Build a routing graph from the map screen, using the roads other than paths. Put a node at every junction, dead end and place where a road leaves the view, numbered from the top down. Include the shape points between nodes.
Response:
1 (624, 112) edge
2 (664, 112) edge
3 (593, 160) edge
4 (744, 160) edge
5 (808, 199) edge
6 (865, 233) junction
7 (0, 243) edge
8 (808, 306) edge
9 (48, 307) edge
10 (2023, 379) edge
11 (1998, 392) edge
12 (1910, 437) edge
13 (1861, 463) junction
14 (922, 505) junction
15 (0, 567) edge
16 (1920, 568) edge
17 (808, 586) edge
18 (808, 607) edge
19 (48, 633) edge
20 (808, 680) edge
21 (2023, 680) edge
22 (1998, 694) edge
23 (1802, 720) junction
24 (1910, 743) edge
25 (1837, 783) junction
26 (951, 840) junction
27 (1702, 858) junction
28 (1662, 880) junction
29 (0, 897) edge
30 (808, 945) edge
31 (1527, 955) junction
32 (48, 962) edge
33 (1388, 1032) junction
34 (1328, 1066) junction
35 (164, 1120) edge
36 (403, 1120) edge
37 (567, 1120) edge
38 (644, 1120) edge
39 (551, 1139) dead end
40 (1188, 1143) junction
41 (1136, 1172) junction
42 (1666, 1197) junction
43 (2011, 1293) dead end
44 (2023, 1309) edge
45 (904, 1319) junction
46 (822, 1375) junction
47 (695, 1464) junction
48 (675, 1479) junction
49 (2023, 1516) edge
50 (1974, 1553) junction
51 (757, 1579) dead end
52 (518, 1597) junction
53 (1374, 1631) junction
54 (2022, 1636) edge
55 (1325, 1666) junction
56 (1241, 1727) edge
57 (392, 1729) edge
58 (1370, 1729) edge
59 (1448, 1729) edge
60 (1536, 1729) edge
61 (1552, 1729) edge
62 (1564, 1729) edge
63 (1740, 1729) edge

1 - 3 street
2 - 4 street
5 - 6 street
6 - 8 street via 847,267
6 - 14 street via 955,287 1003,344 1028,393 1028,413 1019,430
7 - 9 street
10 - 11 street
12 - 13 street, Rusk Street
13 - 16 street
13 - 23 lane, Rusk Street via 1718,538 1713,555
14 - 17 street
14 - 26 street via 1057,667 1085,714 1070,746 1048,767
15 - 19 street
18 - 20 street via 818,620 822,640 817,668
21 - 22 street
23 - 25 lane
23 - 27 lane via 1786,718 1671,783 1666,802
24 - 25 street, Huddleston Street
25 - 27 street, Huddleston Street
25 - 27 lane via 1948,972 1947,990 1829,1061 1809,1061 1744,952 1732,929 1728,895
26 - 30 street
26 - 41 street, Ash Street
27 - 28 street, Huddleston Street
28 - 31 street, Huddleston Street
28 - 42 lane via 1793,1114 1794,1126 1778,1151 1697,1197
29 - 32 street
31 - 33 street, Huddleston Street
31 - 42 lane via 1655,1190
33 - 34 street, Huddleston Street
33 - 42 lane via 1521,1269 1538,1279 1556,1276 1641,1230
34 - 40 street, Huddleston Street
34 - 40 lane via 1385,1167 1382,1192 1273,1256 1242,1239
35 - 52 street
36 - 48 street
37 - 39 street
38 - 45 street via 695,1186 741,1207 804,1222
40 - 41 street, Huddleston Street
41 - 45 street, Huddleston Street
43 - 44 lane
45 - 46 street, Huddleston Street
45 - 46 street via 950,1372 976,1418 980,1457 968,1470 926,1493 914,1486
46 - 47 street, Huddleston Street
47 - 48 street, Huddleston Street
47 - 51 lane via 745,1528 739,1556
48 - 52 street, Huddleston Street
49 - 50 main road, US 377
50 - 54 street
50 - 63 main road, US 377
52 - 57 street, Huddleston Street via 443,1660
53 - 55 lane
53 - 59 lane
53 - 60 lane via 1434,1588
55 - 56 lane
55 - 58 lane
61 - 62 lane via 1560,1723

## [WHAT THE TASK REQUIRES]
If a line in the entries above contains the word "Rusk", copy it.

## [RESPONSE TO THE TASK]
12 - 13 street, Rusk Street
13 - 23 lane, Rusk Street via 1718,538 1713,555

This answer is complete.